Managing Your Dotfiles With Git and Make

At some point, I realized I was putting in an awful amount of work customizing my development environment while not being able to easily deploy it anywhere else. There are a number of tools that exist for this exact purpose, but I've found that using Git, Make, and GitHub fullfills all my requirements

I wanted to:

  1. Track changes to my dotfiles.
  2. Backup my dotfiles.
  3. Easily install my dotfiles on a new machine.

Initial Setup

Let's start by tracking your .bashrc:

  1. Set up a git repository for your dotfiles:
$ mkdir ~/dotfiles
$ cd ~/dotfiles && git init
  1. Move your .bashrc to ~/dotfiles/. Make sure to omit the . so it's not hidden in your repo:
$ mv ~/.bashrc ~/dotfiles/bashrc
  1. Create a Makefile.
$ touch ~/dotfiles/Makefile
  1. Put this inside ~/dotfiles/Makefile:1
pwd := $(shell pwd -LP)
.PHONY: bash
all: bash
        @ln -nfs "${pwd}/bashrc" ~/.bashrc
  1. Install your dotfiles:
$ make all
  1. After creating a new repo on GitHub, push your dotfiles:
$ git add .
$ git commit -m"Tracking my dotfiles."
$ git remote add origin <remote repository url>
$ git push -u origin master

Now, all changes to your dotfiles are tracked, and you can easily install your dotfiles on a new machine by cloning your dotfiles repo and running make all.

Adding More Dotfiles

If you want to add another dotfile, it's super easy.
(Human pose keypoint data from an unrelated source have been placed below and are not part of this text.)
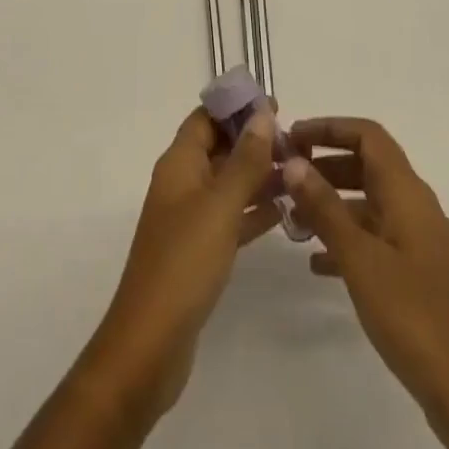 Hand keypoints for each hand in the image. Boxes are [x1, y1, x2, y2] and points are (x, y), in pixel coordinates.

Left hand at [14, 105, 277, 448]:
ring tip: (297, 174)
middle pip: (218, 147)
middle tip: (295, 143)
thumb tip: (262, 114)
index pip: (206, 117)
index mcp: (179, 163)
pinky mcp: (198, 251)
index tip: (275, 105)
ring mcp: (188, 218)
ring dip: (258, 175)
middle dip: (252, 140)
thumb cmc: (184, 262)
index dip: (237, 107)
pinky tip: (282, 213)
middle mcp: (182, 183)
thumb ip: (245, 160)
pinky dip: (252, 211)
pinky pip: (229, 217)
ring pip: (227, 183)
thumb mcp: (220, 205)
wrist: (150, 343)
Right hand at [282, 118, 448, 448]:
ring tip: (292, 217)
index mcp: (407, 193)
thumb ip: (325, 207)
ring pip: (370, 203)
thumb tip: (294, 161)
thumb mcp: (360, 259)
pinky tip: (317, 263)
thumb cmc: (413, 316)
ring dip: (333, 202)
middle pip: (368, 165)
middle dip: (326, 163)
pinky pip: (377, 238)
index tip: (292, 137)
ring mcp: (420, 242)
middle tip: (285, 174)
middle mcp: (416, 207)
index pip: (368, 135)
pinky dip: (347, 239)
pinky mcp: (419, 274)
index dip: (330, 127) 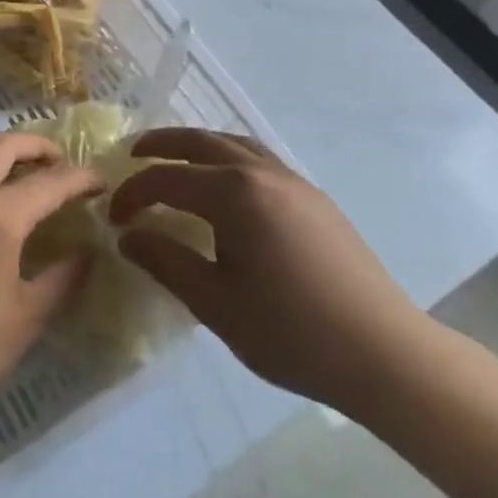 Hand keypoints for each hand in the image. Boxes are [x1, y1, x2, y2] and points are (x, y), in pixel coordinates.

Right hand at [109, 129, 440, 419]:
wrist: (385, 354)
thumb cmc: (291, 332)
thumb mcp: (214, 303)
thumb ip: (166, 261)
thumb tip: (128, 236)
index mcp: (236, 194)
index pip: (167, 179)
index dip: (133, 194)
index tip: (113, 219)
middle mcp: (264, 173)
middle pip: (202, 142)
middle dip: (162, 145)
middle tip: (133, 155)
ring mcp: (295, 183)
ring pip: (236, 145)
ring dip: (198, 147)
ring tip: (175, 162)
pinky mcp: (315, 200)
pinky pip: (260, 162)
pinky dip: (228, 160)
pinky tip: (224, 190) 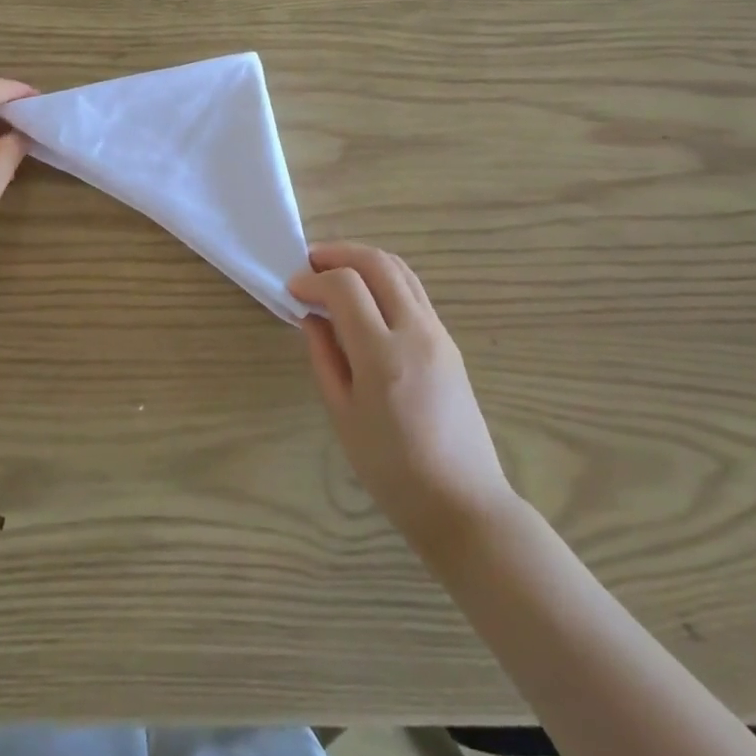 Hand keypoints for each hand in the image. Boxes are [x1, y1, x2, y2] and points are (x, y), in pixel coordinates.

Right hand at [291, 243, 513, 558]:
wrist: (462, 502)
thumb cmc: (392, 470)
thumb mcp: (343, 416)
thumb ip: (324, 358)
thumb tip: (312, 316)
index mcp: (383, 356)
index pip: (345, 286)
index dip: (313, 279)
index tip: (292, 289)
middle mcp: (415, 332)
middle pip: (377, 263)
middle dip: (339, 253)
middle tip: (310, 263)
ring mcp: (438, 333)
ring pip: (400, 269)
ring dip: (364, 260)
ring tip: (334, 271)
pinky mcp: (449, 340)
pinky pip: (413, 291)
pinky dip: (384, 278)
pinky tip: (364, 297) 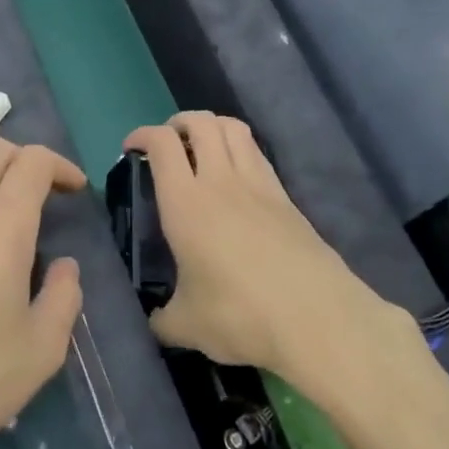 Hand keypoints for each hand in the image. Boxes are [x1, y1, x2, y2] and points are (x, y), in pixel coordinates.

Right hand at [122, 113, 419, 382]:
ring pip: (235, 129)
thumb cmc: (240, 316)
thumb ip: (161, 320)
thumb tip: (153, 323)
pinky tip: (236, 180)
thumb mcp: (186, 326)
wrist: (317, 320)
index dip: (142, 135)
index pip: (162, 144)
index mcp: (186, 203)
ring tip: (201, 150)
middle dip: (179, 123)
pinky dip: (240, 150)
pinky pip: (258, 155)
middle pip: (201, 122)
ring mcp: (259, 186)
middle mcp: (221, 181)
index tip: (131, 148)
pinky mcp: (287, 199)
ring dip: (212, 128)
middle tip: (167, 145) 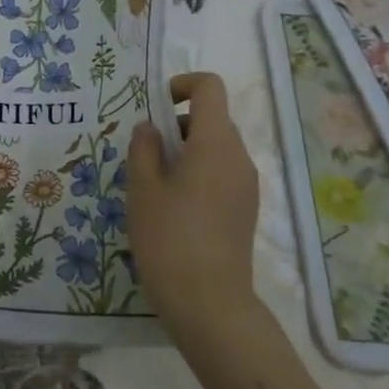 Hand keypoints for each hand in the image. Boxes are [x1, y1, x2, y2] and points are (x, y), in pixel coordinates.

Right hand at [128, 73, 262, 337]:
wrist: (208, 302)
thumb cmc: (169, 237)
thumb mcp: (142, 188)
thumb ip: (143, 148)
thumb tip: (150, 128)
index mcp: (215, 143)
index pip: (209, 88)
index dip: (181, 85)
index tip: (155, 109)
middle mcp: (239, 157)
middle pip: (212, 118)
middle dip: (176, 124)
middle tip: (144, 155)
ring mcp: (246, 185)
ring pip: (216, 147)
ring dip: (185, 151)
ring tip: (154, 185)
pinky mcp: (246, 209)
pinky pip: (221, 173)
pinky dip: (197, 173)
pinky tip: (173, 207) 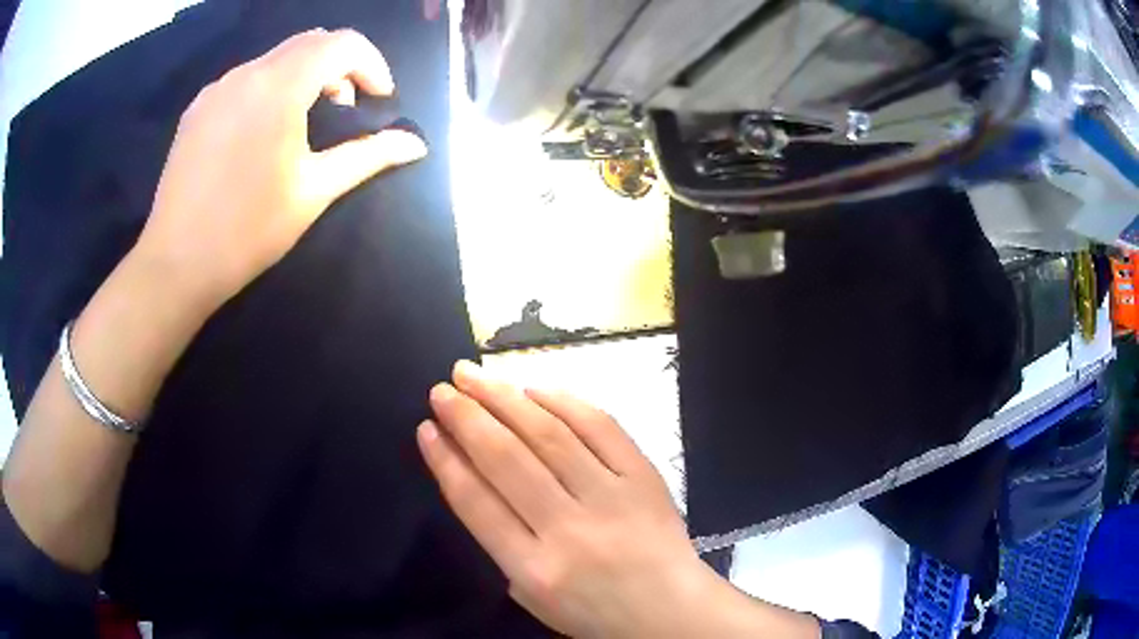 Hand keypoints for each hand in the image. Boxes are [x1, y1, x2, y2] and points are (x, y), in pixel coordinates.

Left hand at [133, 28, 427, 309]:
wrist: (176, 265)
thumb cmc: (247, 230)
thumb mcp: (314, 191)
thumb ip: (368, 156)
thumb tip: (416, 144)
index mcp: (279, 86)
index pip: (342, 43)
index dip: (372, 64)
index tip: (378, 101)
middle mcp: (247, 73)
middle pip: (310, 42)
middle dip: (340, 67)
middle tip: (345, 111)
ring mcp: (217, 88)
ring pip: (275, 58)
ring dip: (303, 76)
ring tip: (304, 123)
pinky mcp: (198, 108)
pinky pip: (246, 79)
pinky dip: (270, 88)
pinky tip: (262, 131)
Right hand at [418, 362, 737, 637]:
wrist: (671, 611)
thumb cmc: (595, 612)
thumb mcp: (532, 597)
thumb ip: (503, 544)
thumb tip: (477, 478)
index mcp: (536, 569)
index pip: (478, 504)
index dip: (446, 461)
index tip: (426, 428)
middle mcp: (570, 530)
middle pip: (508, 460)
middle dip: (468, 418)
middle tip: (443, 389)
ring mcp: (612, 498)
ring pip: (550, 436)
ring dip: (506, 399)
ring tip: (474, 376)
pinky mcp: (644, 477)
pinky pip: (601, 428)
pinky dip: (564, 402)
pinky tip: (535, 389) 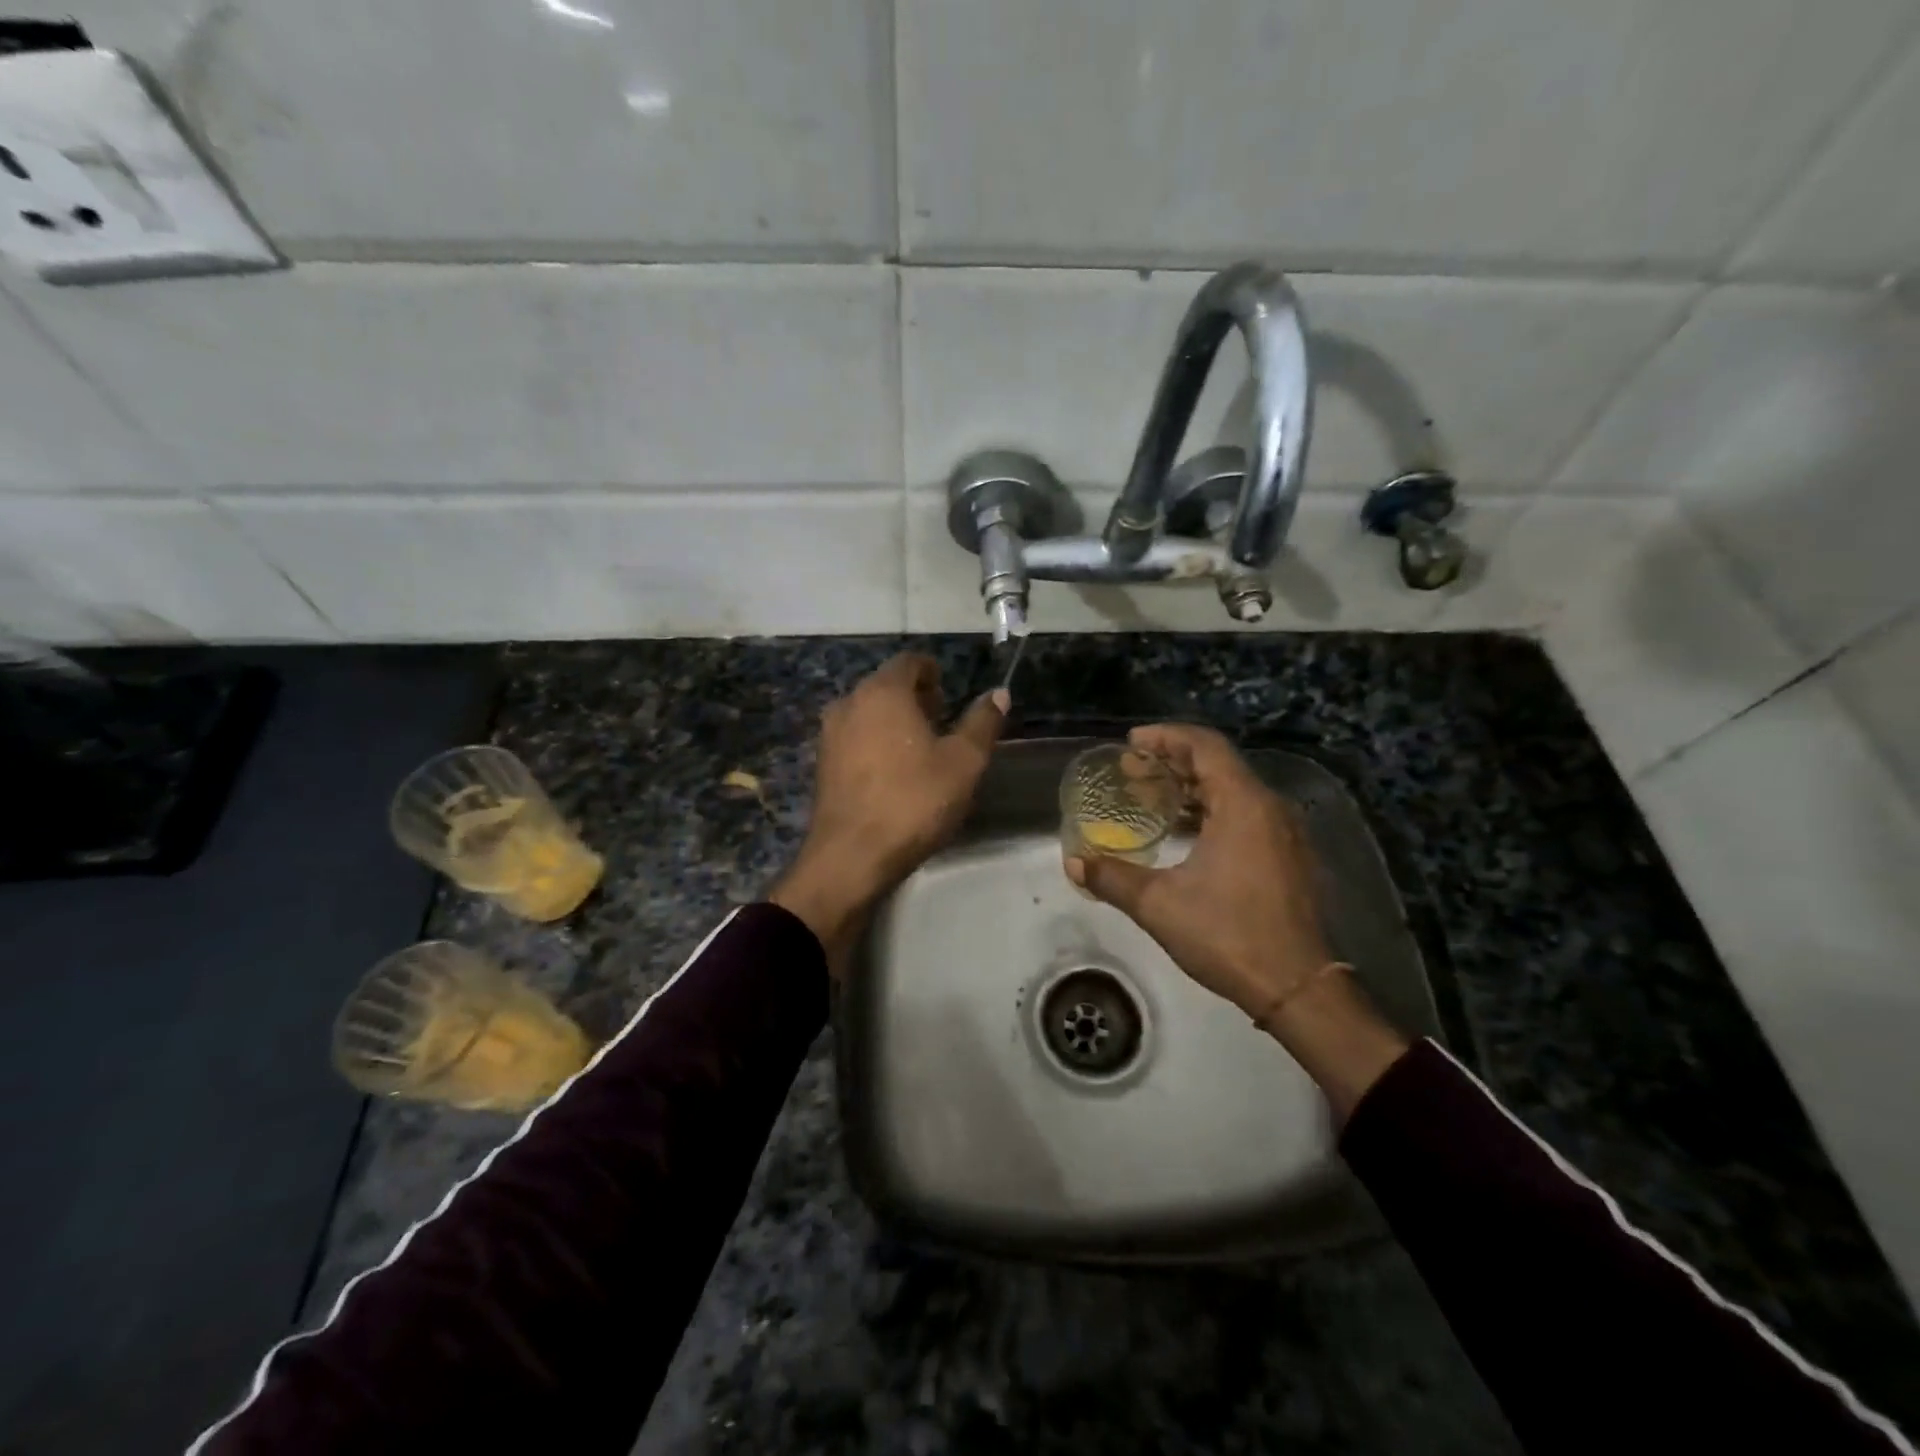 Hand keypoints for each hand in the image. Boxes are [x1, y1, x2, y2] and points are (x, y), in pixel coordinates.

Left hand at [773, 654, 1007, 975]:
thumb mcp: (964, 763)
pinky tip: (894, 773)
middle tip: (942, 722)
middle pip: (886, 685)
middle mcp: (849, 702)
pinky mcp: (821, 764)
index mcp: (883, 692)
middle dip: (915, 697)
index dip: (933, 672)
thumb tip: (999, 693)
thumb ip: (983, 723)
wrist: (851, 856)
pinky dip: (875, 742)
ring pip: (868, 712)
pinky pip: (854, 737)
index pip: (910, 661)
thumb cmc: (913, 801)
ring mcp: (829, 734)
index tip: (950, 694)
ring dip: (894, 721)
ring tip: (921, 750)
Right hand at [1066, 724, 1408, 1118]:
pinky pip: (1246, 815)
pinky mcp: (1289, 858)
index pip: (1205, 746)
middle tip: (1132, 771)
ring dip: (1192, 788)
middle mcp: (1270, 808)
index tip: (1131, 743)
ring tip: (1152, 798)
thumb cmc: (1228, 935)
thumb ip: (1112, 878)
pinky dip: (1212, 811)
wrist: (1297, 988)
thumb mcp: (1159, 905)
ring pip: (1234, 791)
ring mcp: (1285, 834)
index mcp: (1244, 805)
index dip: (1166, 737)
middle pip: (1219, 764)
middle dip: (1173, 762)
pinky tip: (1185, 834)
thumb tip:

For example, let's add your Git config:

  1. Move your .gitconfig to ~/dotfiles/. Again, make sure to omit the . so it's not hidden:
$ mv ~/.gitconfig ~/dotfiles/gitconfig
  1. Update ~/dotfiles/Makefile to be:
pwd := $(shell pwd -LP)
.PHONY: bash git
all: bash git
        @ln -nfs "${pwd}/bashrc" ~/.bashrc
        @ln -nfs "${pwd}/gtconfig" ~/.gitconfig
  1. Install your dotfiles:
$ make all

Installing Your Dotfiles on a New Machine

It's as easy as:

$ git clone <remote repository url> ~/dotfiles
$ cd ~/dotfiles && make all


Since you're using Make, you can have much more complex setup logic. For example, I have different installation paths for different operating systems and separate dedicated Makefiles for things like Vim. If you're curious, you can check out my dotfiles on GitHub.